‘The Fight Of The Good Ship Clarissa’ by Ray Bradbury

Bradbury, Ray 1940

The Fight Of The Good Ship Clarissa by Ray Bradbury, 1940

The magic trick:

Using a dark sense of humor

In a lot of ways this story really is only of interest within the context of Ray Bradbury’s career. But it is Bradbury Week at the SSMT blog, so why not?

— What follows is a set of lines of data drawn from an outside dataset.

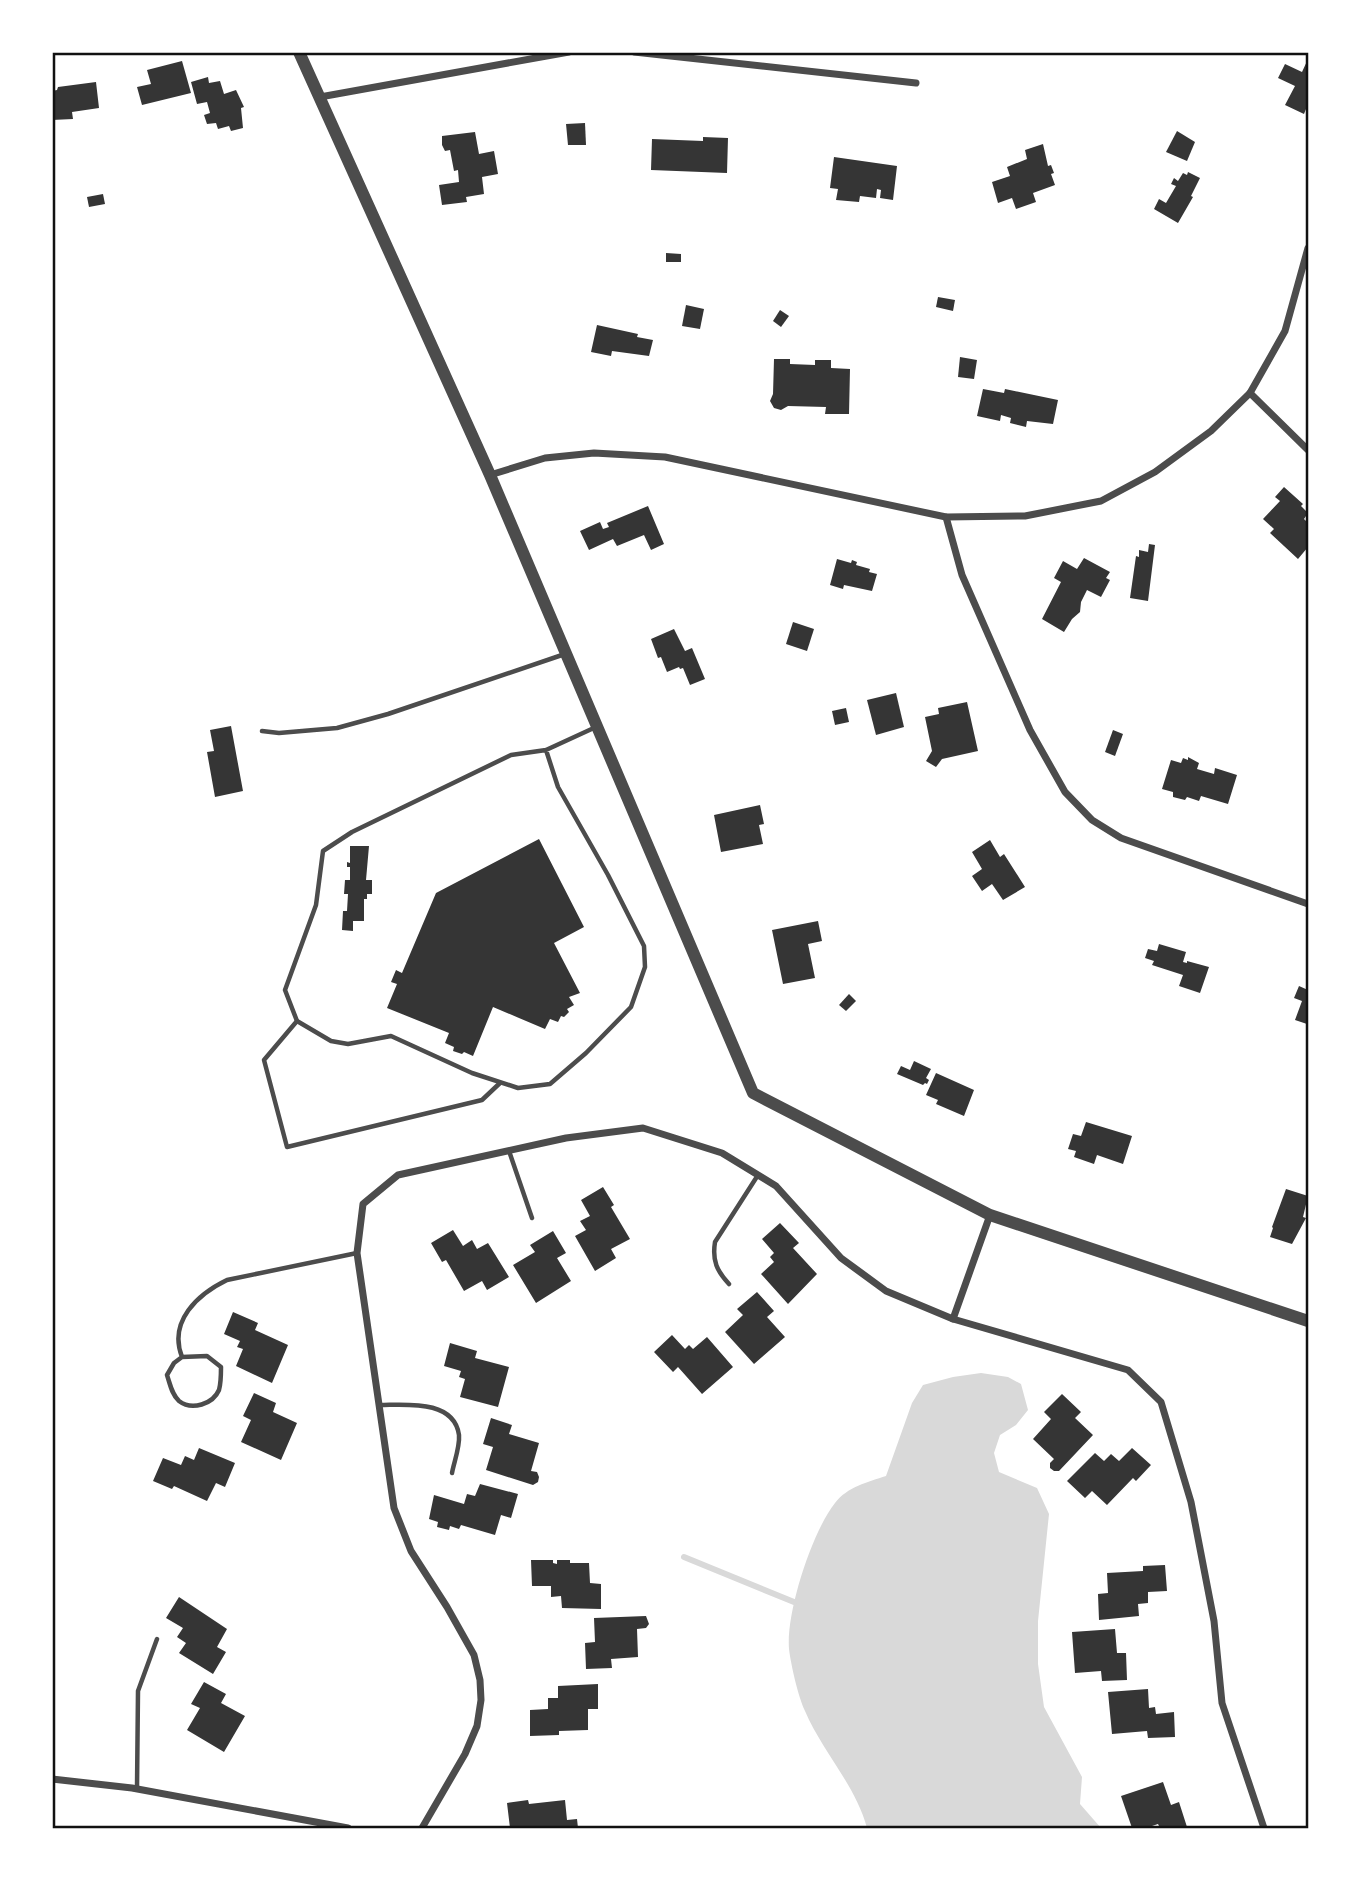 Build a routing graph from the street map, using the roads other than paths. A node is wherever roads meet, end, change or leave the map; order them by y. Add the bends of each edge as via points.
1 (299, 52) edge
2 (569, 52) edge
3 (634, 52) edge
4 (916, 83) dead end
5 (320, 96) junction
6 (1308, 248) edge
7 (1250, 393) junction
8 (1308, 450) edge
9 (489, 475) junction
10 (946, 517) junction
11 (566, 653) junction
12 (597, 727) junction
13 (262, 731) dead end
14 (546, 750) junction
15 (1308, 904) edge
16 (297, 1021) junction
17 (500, 1083) junction
18 (509, 1150) junction
19 (758, 1175) junction
20 (990, 1215) junction
21 (532, 1218) dead end
22 (357, 1253) junction
23 (729, 1284) dead end
24 (953, 1319) junction
25 (1308, 1321) edge
26 (183, 1357) junction
27 (379, 1405) junction
28 (452, 1473) dead end
29 (157, 1639) dead end
30 (52, 1779) edge
31 (137, 1789) junction
32 (348, 1829) edge
33 (422, 1829) edge
34 (1264, 1829) edge

1 - 5 street
2 - 5 street
3 - 4 street
5 - 9 street
6 - 7 street via 1285,331
7 - 8 street
7 - 10 street via 1211,431 1155,472 1101,501 1025,516
9 - 10 street via 545,457 594,453 665,457
9 - 11 street
10 - 15 street via 961,575 1030,730 1065,792 1092,820 1121,838
11 - 12 street
11 - 13 lane via 337,728
12 - 14 lane
12 - 20 street via 753,1093
14 - 16 lane via 511,755 352,832 324,851 316,905 285,990
14 - 17 lane via 558,787 644,946 645,967 631,1007 550,1084 518,1088
16 - 17 lane via 331,1041 348,1044 391,1036
16 - 17 lane via 264,1060 287,1147 482,1100
18 - 19 street via 643,1128 722,1153
18 - 21 lane
18 - 22 street via 398,1175 363,1204
19 - 23 lane via 715,1242 716,1270
19 - 24 street via 776,1186 841,1258 886,1291
20 - 24 street
20 - 25 street
22 - 26 lane via 227,1280 208,1290 182,1321 179,1348
22 - 27 street
24 - 34 street via 1128,1370 1161,1402 1191,1502 1214,1621 1222,1703
26 - 26 lane via 167,1375 173,1392 180,1402 191,1406 208,1402 219,1389 221,1367 207,1356
27 - 28 lane via 429,1406 446,1414 459,1438
27 - 33 street via 402,1532 474,1656 480,1680 477,1726
29 - 31 lane via 138,1691
30 - 31 street
31 - 32 street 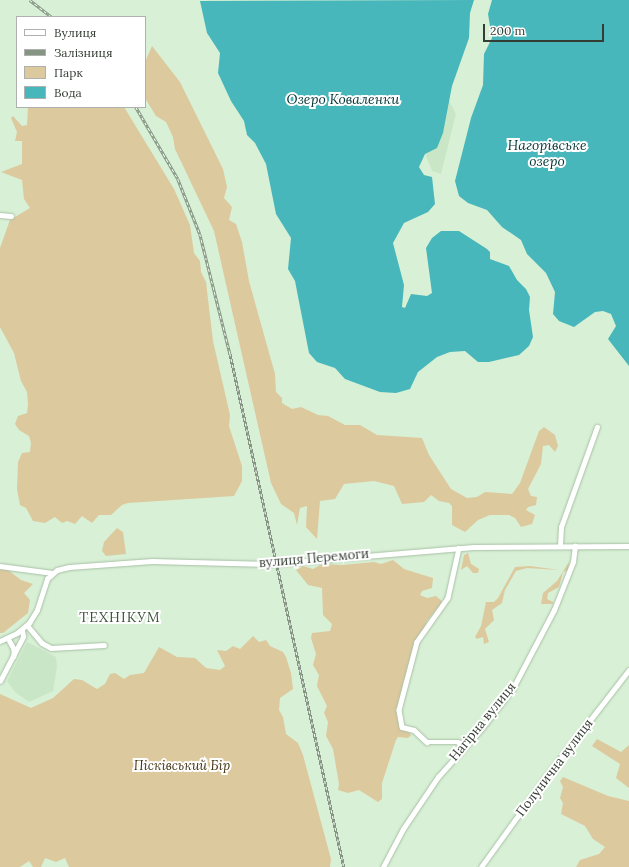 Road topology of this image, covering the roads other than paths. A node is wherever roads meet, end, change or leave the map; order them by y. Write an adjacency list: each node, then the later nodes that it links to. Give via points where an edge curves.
1 (0, 214): 2 (street)
2 (10, 216)
3 (597, 427): 4 (street, via 561,527)
4 (560, 546): 5 (street, вулиця Перемоги); 7 (street, вулиця Перемоги)
5 (575, 546): 6 (street, вулиця Перемоги); 18 (street, Нагірна вулиця, via 572,565 532,656 507,696)
6 (629, 546)
7 (459, 548): 9 (street, вулиця Перемоги, via 270,564 159,561 101,564 69,567); 18 (street, via 448,598 417,642 404,684 400,710 402,727 414,730 427,742 458,742)
8 (0, 566): 9 (street, вулиця Перемоги)
9 (53, 573): 10 (street, via 44,584 37,610)
10 (27, 625): 11 (street); 14 (street, via 42,643 51,648)
11 (22, 630): 12 (street); 15 (street, via 23,637)
12 (8, 638): 13 (street); 15 (street, via 14,649)
13 (0, 641)
14 (104, 646)
15 (14, 658): 17 (street)
16 (629, 670): 20 (street, Полунична вулиця)
17 (0, 680)
18 (466, 746): 19 (street, Нагірна вулиця, via 438,777 403,829)
19 (383, 867)
20 (481, 867) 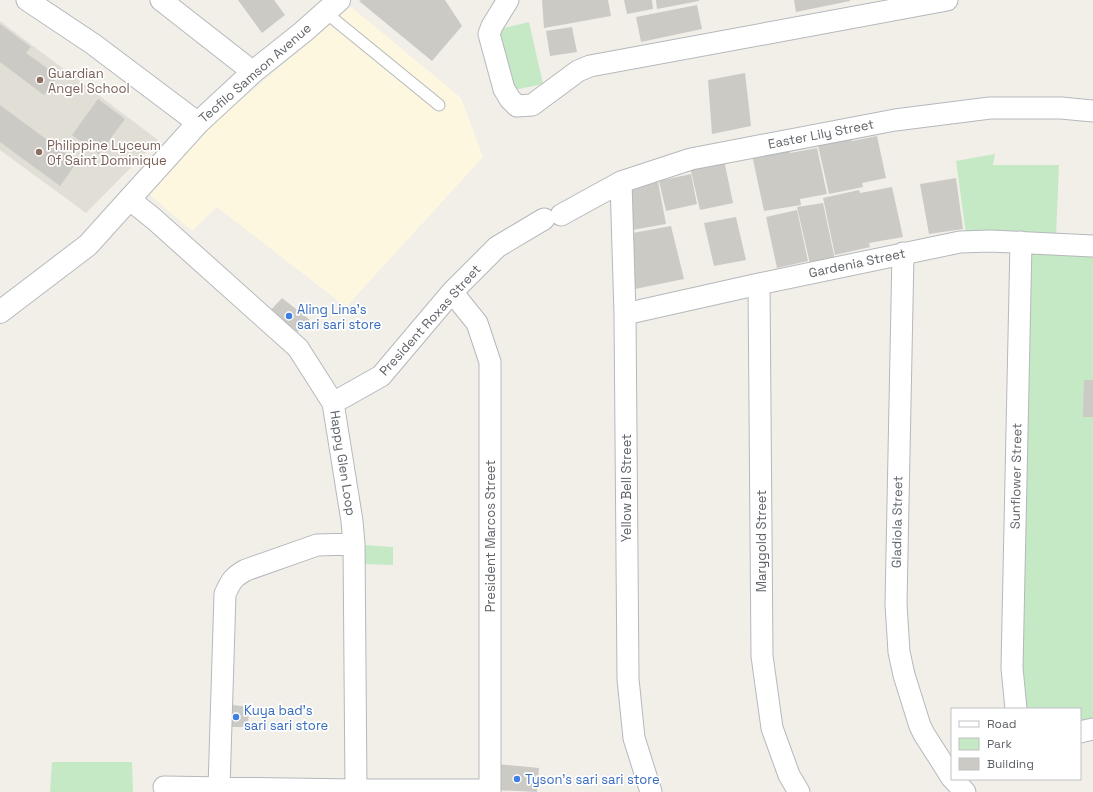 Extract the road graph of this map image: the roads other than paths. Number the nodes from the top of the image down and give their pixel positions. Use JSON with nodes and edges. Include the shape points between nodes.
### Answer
{"nodes":[{"id":1,"x":27,"y":0,"type":"edge"},
{"id":2,"x":161,"y":0,"type":"edge"},
{"id":3,"x":508,"y":0,"type":"edge"},
{"id":4,"x":947,"y":0,"type":"edge"},
{"id":5,"x":332,"y":6,"type":"edge"},
{"id":6,"x":253,"y":72,"type":"junction"},
{"id":7,"x":439,"y":105,"type":"dead end"},
{"id":8,"x":1093,"y":111,"type":"edge"},
{"id":9,"x":198,"y":123,"type":"junction"},
{"id":10,"x":621,"y":182,"type":"junction"},
{"id":11,"x":129,"y":199,"type":"junction"},
{"id":12,"x":552,"y":217,"type":"joint"},
{"id":13,"x":1021,"y":242,"type":"junction"},
{"id":14,"x":1093,"y":246,"type":"edge"},
{"id":15,"x":903,"y":253,"type":"junction"},
{"id":16,"x":759,"y":284,"type":"junction"},
{"id":17,"x":452,"y":292,"type":"junction"},
{"id":18,"x":0,"y":312,"type":"edge"},
{"id":19,"x":625,"y":314,"type":"junction"},
{"id":20,"x":333,"y":403,"type":"junction"},
{"id":21,"x":354,"y":544,"type":"junction"},
{"id":22,"x":1016,"y":708,"type":"edge"},
{"id":23,"x":1093,"y":729,"type":"edge"},
{"id":24,"x":1081,"y":732,"type":"edge"},
{"id":25,"x":951,"y":775,"type":"edge"},
{"id":26,"x":955,"y":780,"type":"edge"},
{"id":27,"x":164,"y":787,"type":"dead end"},
{"id":28,"x":219,"y":788,"type":"junction"},
{"id":29,"x":356,"y":790,"type":"junction"},
{"id":30,"x":490,"y":791,"type":"edge"},
{"id":31,"x":651,"y":792,"type":"edge"},
{"id":32,"x":799,"y":792,"type":"edge"},
{"id":33,"x":964,"y":792,"type":"edge"}],
"edges":[{"from":1,"to":9,"type":"street","via":[[93,44]]},
{"from":2,"to":6,"type":"street"},
{"from":3,"to":4,"type":"street","via":[[489,34],[504,89],[517,106],[532,106],[578,71],[590,66]]},
{"from":5,"to":6,"type":"main road","name":"Teofilo Samson Avenue"},
{"from":5,"to":7,"type":"lane"},
{"from":6,"to":9,"type":"main road","name":"Teofilo Samson Avenue"},
{"from":8,"to":10,"type":"street","name":"Easter Lily Street","via":[[1061,108],[990,108],[895,120],[691,159]]},
{"from":9,"to":11,"type":"main road","name":"Teofilo Samson Avenue"},
{"from":10,"to":12,"type":"street","name":"Easter Lily Street"},
{"from":10,"to":19,"type":"street","name":"Yellow Bell Street"},
{"from":11,"to":18,"type":"main road","name":"Teofilo Samson Avenue","via":[[88,245]]},
{"from":11,"to":20,"type":"street","name":"Happy Glen Loop","via":[[298,348]]},
{"from":12,"to":17,"type":"street","name":"President Roxas Street","via":[[497,247]]},
{"from":13,"to":14,"type":"street","name":"Gardenia Street"},
{"from":13,"to":15,"type":"street","name":"Gardenia Street","via":[[960,242]]},
{"from":13,"to":22,"type":"street","name":"Sunflower Street","via":[[1012,668]]},
{"from":15,"to":16,"type":"street","name":"Gardenia Street"},
{"from":15,"to":25,"type":"street","name":"Gladiola Street","via":[[897,633],[904,675],[920,726]]},
{"from":16,"to":19,"type":"street","name":"Gardenia Street"},
{"from":16,"to":32,"type":"street","name":"Marygold Street","via":[[762,656],[772,728]]},
{"from":17,"to":20,"type":"street","name":"President Roxas Street","via":[[381,376]]},
{"from":17,"to":30,"type":"street","name":"President Marcos Street","via":[[477,323],[490,362]]},
{"from":19,"to":31,"type":"street","name":"Yellow Bell Street","via":[[628,679],[634,738]]},
{"from":20,"to":21,"type":"street","name":"Happy Glen Loop"},
{"from":21,"to":28,"type":"street","via":[[316,545],[246,570],[230,582],[225,594]]},
{"from":21,"to":29,"type":"street","name":"Happy Glen Loop"},
{"from":23,"to":24,"type":"street"},
{"from":26,"to":33,"type":"street","name":"Gladiola Street"},
{"from":27,"to":28,"type":"street"},
{"from":28,"to":29,"type":"street"},
{"from":29,"to":30,"type":"street"}]}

This is a very short short story and pretty lightweight. There is, however, the seeds of a very funny social critic. The sense of humor is dark and biting. Not something you really learn, I don’t think. You either have it or you don’t. Clearly, he had it, even from the start. And that’s quite a trick on Bradbury’s part.

The selection:

Out into the staggering rain they dashed. Five minutes later they came back in, gasping, reeling. They had forgotten their corsets! The Venusians closed in like a million landlords. “Charge, men!” cried Quelch, running the other way. And then—BATTLE! “What a fight; folks,” cried Quelch. “Twenty thousand earth men against two Venusians! We’re outnumbered, but we’ll fight!” BLOOSH! “Correction—ten thousand men fighting!” KERBLOM! “One hundred men from earth left!” BOOM! “This is the last man speaking, folks! What a fight. I ain’t had so much fun since—Help, someone just clipped my corset strings!” BWOM! “Someone just clipped me!”